WHAT THE TASK REQUIRES ->
Write out every entry exactly; the pictures do not belong in the copy.

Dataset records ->
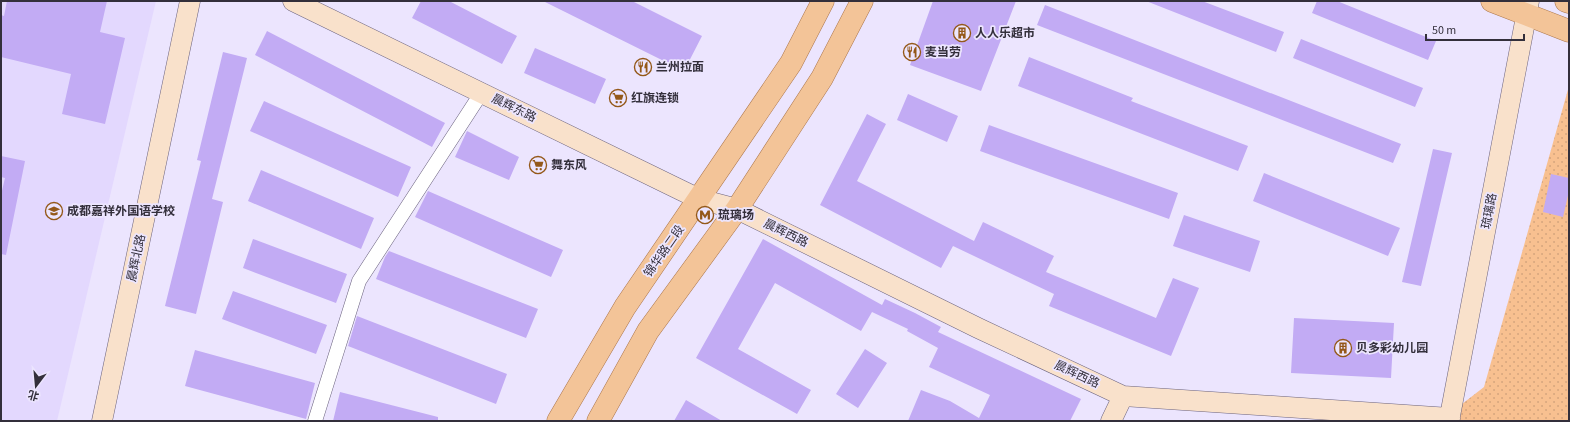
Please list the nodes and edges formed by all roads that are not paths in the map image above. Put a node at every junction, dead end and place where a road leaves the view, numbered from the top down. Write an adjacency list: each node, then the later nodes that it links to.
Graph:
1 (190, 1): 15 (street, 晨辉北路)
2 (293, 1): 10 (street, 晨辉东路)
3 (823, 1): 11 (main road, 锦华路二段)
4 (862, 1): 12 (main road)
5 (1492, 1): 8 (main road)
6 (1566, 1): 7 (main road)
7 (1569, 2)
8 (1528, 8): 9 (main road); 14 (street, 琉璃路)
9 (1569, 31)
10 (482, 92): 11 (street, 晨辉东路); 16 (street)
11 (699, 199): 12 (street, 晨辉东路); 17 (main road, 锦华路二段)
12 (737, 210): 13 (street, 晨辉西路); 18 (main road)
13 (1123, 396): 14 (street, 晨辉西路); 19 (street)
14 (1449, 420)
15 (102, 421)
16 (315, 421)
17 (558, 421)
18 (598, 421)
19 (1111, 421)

TASK ANSWER ->
Please list the nodes and edges formed by all roads that are not paths in the map image above. Put a node at every junction, dead end and place where a road leaves the view, numbered from the top down. Write an adjacency list: each node, then the later nodes that it links to.
Graph:
1 (190, 1): 15 (street, 晨辉北路)
2 (293, 1): 10 (street, 晨辉东路)
3 (823, 1): 11 (main road, 锦华路二段)
4 (862, 1): 12 (main road)
5 (1492, 1): 8 (main road)
6 (1566, 1): 7 (main road)
7 (1569, 2)
8 (1528, 8): 9 (main road); 14 (street, 琉璃路)
9 (1569, 31)
10 (482, 92): 11 (street, 晨辉东路); 16 (street)
11 (699, 199): 12 (street, 晨辉东路); 17 (main road, 锦华路二段)
12 (737, 210): 13 (street, 晨辉西路); 18 (main road)
13 (1123, 396): 14 (street, 晨辉西路); 19 (street)
14 (1449, 420)
15 (102, 421)
16 (315, 421)
17 (558, 421)
18 (598, 421)
19 (1111, 421)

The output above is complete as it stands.